The advantages of unicompartmental knee arthroplasty (UKA) include its bone preserving nature, lower relative cost and superior functional results. Some temporary pain has been reported clinically following this procedure. Could this be related to bone remodeling? A validated bone remodeling algorithm may have the answers… A 3D geometry of an intact human cadaveric tibia was generated using CT images. An all poly unicompartmental implant geometry was positioned in an inlay and onlay configuration on the tibia and the post-operative models created. An adaptive bone remodeling algorithm was used with finite element modeling to predict the bone remodeling behavior surrounding the implant in both scenarios. Virtual DEXA images were generated from the model and bone mineral density (BMD) was measured in regions of interest in the AP and ML planes. BMD results were compared to clinical results.

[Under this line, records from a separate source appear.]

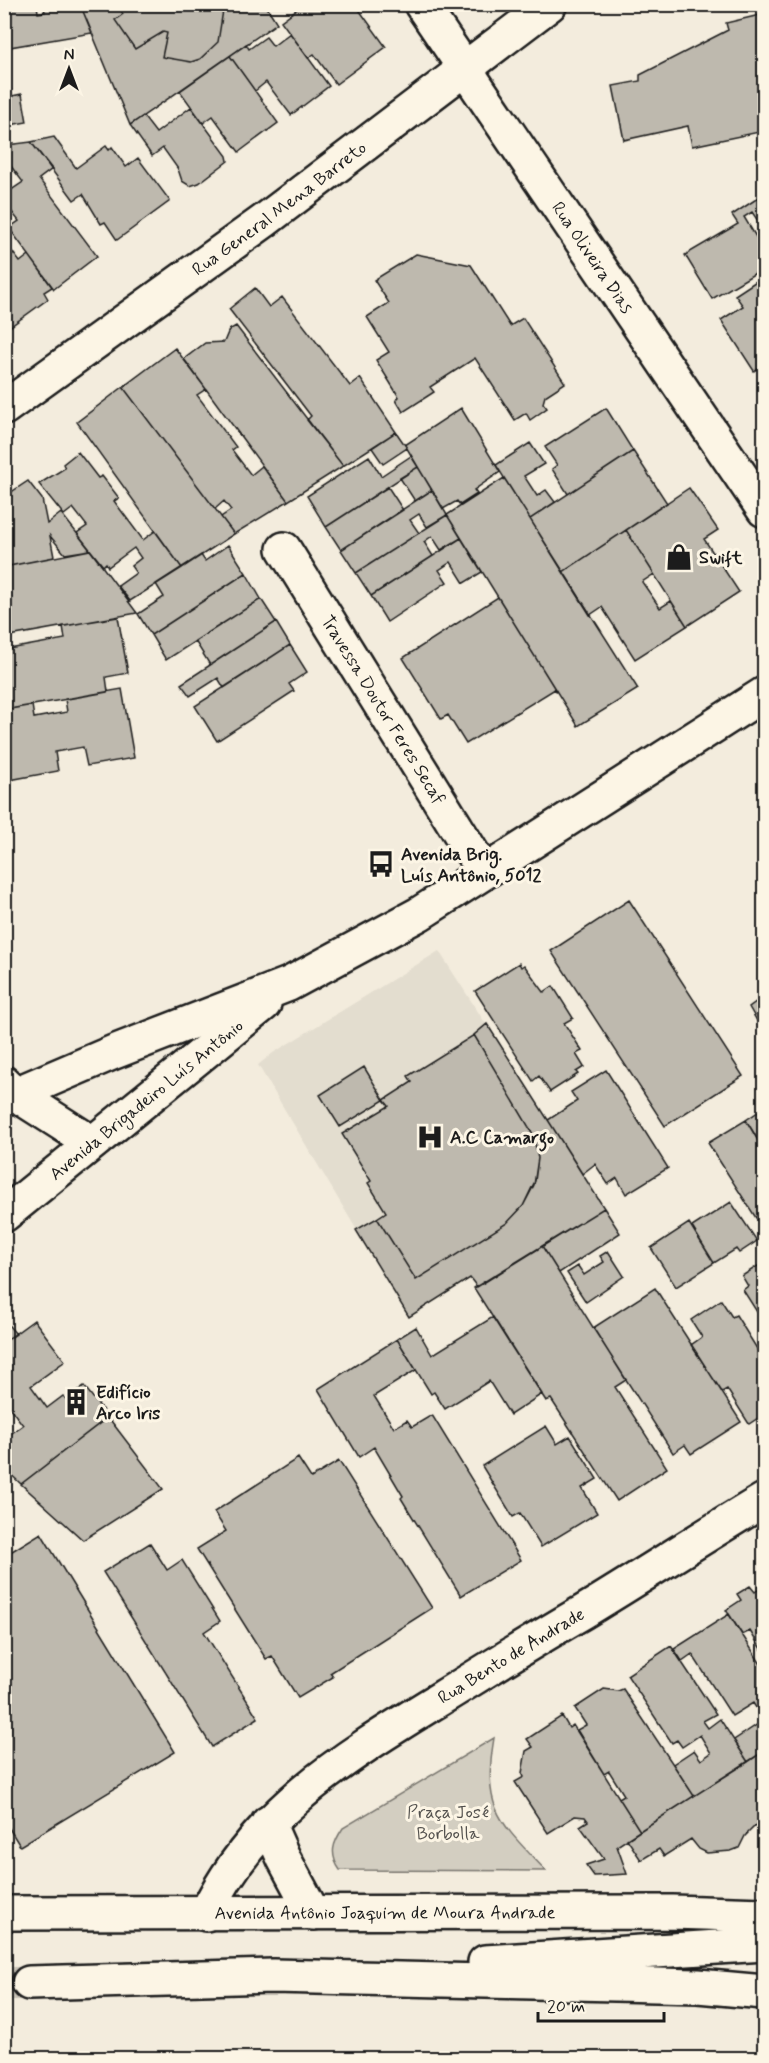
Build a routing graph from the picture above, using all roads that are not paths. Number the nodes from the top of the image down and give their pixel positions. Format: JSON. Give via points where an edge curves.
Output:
{"nodes":[{"id":1,"x":421,"y":4,"type":"edge"},
{"id":2,"x":550,"y":4,"type":"edge"},
{"id":3,"x":465,"y":69,"type":"junction"},
{"id":4,"x":4,"y":408,"type":"edge"},
{"id":5,"x":765,"y":510,"type":"edge"},
{"id":6,"x":284,"y":549,"type":"dead end"},
{"id":7,"x":765,"y":694,"type":"edge"},
{"id":8,"x":484,"y":872,"type":"junction"},
{"id":9,"x":289,"y":984,"type":"junction"},
{"id":10,"x":9,"y":1092,"type":"edge"},
{"id":11,"x":92,"y":1143,"type":"junction"},
{"id":12,"x":4,"y":1215,"type":"edge"},
{"id":13,"x":765,"y":1500,"type":"edge"},
{"id":14,"x":268,"y":1823,"type":"junction"},
{"id":15,"x":4,"y":1913,"type":"edge"},
{"id":16,"x":313,"y":1913,"type":"junction"},
{"id":17,"x":206,"y":1914,"type":"junction"},
{"id":18,"x":765,"y":1915,"type":"edge"},
{"id":19,"x":765,"y":1944,"type":"edge"},
{"id":20,"x":273,"y":1976,"type":"junction"},
{"id":21,"x":28,"y":1983,"type":"tunnel mouth"},
{"id":22,"x":765,"y":1992,"type":"edge"}],
"edges":[{"from":1,"to":3,"type":"main road","name":"Rua Oliveira Dias"},
{"from":2,"to":3,"type":"main road","name":"Rua General Mena Barreto"},
{"from":3,"to":4,"type":"main road","name":"Rua General Mena Barreto","via":[[264,221]]},
{"from":3,"to":5,"type":"main road","name":"Rua Oliveira Dias"},
{"from":6,"to":8,"type":"main road","name":"Travessa Doutor Feres Secaf"},
{"from":7,"to":8,"type":"main road","name":"Avenida Brigadeiro Luís Antônio"},
{"from":8,"to":9,"type":"main road","name":"Avenida Brigadeiro Luís Antônio","via":[[419,914]]},
{"from":9,"to":10,"type":"main road","name":"Avenida Brigadeiro Luís Antônio"},
{"from":9,"to":11,"type":"main road","name":"Avenida Brigadeiro Luís Antônio"},
{"from":10,"to":11,"type":"main road"},
{"from":11,"to":12,"type":"main road","name":"Avenida Brigadeiro Luís Antônio"},
{"from":13,"to":14,"type":"main road","name":"Rua Bento de Andrade","via":[[382,1734],[320,1777]]},
{"from":14,"to":16,"type":"main road"},
{"from":14,"to":17,"type":"main road","name":"Rua Bento de Andrade","via":[[231,1867]]},
{"from":15,"to":17,"type":"main road","name":"Avenida Antônio Joaquim de Moura Andrade"},
{"from":16,"to":17,"type":"main road","name":"Avenida Antônio Joaquim de Moura Andrade"},
{"from":16,"to":18,"type":"main road","name":"Avenida Antônio Joaquim de Moura Andrade"},
{"from":19,"to":20,"type":"main road"},
{"from":20,"to":21,"type":"main road"},
{"from":20,"to":22,"type":"main road","via":[[698,1986]]}]}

The bone remodelling algorithm predicted BMD growth in the proximal anterior regions of the tibia, with an inward tendency for both inlay and onlay models. Looking in the AP plane, a maximum of up to 7% BMD growth was predicted and in the ML plane this was as high as 16%. Minimal BMD loss was observed, which suggests minimal disturbance to the natural bone growth following UKA. Positron emission tomography (PET) scans showed active hot spots in the antero- medial regions of the tibia. These results were consistent with the finite element modeling results. Bone remodeling behavior was found to be sensitive to sizing and positioning of the implant. The adaptive bone remodeling algorithm predicted minimal BMD loss and some BMD growth in the anterior region of the tibia following UKA. This is consistent with patient complaint and PET scans.